• **Input**

::::

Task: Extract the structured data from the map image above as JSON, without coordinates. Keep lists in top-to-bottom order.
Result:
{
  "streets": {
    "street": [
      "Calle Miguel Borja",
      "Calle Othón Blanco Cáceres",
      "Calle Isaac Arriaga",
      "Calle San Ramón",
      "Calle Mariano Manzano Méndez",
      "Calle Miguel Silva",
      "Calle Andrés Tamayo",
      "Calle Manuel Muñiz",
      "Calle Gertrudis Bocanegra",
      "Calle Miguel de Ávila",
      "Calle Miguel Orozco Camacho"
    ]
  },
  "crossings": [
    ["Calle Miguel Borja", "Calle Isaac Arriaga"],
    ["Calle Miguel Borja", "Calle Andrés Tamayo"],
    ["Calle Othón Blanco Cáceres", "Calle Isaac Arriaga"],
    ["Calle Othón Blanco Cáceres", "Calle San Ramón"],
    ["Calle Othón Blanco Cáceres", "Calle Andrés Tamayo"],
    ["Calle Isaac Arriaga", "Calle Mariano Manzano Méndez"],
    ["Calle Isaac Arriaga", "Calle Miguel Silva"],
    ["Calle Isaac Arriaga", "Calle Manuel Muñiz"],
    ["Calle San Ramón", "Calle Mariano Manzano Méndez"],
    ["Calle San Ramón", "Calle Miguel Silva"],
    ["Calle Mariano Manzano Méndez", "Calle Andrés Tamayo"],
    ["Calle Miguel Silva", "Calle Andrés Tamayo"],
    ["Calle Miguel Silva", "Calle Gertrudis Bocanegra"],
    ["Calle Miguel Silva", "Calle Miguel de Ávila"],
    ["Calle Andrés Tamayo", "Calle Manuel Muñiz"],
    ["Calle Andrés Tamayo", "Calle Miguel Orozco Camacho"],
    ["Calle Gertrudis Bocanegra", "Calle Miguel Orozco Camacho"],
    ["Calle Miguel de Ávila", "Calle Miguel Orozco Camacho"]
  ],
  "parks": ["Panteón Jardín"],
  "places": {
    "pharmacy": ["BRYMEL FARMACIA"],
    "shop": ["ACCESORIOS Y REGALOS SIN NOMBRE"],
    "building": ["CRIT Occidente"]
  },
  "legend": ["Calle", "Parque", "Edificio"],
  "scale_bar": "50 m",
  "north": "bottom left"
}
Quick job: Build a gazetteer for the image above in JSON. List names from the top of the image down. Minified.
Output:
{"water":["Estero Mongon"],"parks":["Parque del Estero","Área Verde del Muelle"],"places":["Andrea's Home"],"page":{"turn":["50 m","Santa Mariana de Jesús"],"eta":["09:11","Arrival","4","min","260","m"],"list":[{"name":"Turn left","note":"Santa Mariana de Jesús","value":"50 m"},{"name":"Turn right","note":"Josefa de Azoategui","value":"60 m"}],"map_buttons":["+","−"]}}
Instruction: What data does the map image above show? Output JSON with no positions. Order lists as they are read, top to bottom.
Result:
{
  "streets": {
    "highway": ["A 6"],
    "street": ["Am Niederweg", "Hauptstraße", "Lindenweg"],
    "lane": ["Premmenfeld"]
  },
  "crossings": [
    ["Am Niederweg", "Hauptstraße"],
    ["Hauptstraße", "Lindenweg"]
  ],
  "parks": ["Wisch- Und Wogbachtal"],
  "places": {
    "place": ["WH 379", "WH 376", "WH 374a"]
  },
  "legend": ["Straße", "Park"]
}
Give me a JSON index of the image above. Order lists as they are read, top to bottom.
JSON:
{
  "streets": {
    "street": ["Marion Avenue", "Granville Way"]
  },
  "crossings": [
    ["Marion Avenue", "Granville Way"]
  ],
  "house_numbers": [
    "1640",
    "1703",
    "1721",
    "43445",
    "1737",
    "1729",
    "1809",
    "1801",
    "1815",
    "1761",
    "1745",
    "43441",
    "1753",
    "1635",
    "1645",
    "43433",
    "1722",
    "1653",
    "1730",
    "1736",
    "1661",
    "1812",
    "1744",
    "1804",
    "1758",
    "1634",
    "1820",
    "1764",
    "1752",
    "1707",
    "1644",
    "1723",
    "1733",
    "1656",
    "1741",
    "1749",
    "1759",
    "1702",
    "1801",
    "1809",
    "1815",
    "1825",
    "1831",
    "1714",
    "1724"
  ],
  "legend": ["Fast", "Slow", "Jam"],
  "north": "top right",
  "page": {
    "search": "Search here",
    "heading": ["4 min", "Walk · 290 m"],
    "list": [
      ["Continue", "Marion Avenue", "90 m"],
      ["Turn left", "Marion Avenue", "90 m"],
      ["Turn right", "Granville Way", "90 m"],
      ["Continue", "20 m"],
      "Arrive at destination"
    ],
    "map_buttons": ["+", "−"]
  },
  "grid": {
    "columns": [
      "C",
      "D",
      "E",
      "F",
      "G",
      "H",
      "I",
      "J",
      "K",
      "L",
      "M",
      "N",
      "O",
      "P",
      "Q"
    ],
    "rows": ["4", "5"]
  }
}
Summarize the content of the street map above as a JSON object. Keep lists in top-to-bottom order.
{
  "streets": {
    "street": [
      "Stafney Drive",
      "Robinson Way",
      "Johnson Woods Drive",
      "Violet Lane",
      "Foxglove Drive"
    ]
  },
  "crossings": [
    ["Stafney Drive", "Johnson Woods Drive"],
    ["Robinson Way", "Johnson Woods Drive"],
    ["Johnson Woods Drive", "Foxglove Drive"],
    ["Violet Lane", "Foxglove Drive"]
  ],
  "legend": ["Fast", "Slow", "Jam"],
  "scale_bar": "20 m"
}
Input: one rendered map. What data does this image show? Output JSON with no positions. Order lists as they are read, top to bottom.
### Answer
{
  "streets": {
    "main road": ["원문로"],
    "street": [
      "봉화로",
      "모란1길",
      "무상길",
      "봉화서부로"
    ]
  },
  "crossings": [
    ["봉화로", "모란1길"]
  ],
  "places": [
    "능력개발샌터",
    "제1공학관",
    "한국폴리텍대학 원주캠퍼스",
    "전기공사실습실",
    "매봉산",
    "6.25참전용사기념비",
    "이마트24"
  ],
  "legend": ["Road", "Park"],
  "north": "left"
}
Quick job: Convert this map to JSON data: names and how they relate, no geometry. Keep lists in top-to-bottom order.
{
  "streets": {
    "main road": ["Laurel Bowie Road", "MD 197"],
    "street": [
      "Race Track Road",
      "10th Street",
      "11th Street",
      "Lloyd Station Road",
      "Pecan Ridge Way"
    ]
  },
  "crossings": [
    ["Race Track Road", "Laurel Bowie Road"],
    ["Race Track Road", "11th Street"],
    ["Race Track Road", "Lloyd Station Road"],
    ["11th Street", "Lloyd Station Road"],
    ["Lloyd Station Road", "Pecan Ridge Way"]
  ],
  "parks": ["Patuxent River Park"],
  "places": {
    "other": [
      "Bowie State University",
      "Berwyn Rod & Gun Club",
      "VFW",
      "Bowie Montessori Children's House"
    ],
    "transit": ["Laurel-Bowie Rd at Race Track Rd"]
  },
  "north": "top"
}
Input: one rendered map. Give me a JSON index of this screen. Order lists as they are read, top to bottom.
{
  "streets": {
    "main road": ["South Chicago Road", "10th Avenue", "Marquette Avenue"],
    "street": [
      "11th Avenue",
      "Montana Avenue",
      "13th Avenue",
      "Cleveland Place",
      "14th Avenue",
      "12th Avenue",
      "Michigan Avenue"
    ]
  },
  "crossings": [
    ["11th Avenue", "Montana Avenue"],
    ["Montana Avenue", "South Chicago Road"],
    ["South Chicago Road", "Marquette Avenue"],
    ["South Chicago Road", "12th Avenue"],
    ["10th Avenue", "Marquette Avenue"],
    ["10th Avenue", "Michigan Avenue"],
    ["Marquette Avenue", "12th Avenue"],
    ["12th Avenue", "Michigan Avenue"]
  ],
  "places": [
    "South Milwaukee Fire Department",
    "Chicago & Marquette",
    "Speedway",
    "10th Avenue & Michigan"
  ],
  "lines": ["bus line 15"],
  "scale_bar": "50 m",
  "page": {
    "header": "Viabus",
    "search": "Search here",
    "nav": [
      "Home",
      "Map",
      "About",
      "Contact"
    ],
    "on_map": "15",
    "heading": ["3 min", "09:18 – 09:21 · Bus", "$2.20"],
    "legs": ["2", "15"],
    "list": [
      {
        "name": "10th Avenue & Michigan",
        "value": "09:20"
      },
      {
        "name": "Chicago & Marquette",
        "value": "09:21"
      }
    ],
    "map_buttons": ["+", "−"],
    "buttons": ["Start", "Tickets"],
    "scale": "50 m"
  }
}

::::

• **What is expected**
Extract all lines from the data in which "read" is found.

• **Result for this exercise**
Instruction: What data does the map image above show? Output JSON with no positions. Order lists as they are read, top to bottom.
Give me a JSON index of the image above. Order lists as they are read, top to bottom.
Input: one rendered map. What data does this image show? Output JSON with no positions. Order lists as they are read, top to bottom.
Input: one rendered map. Give me a JSON index of this screen. Order lists as they are read, top to bottom.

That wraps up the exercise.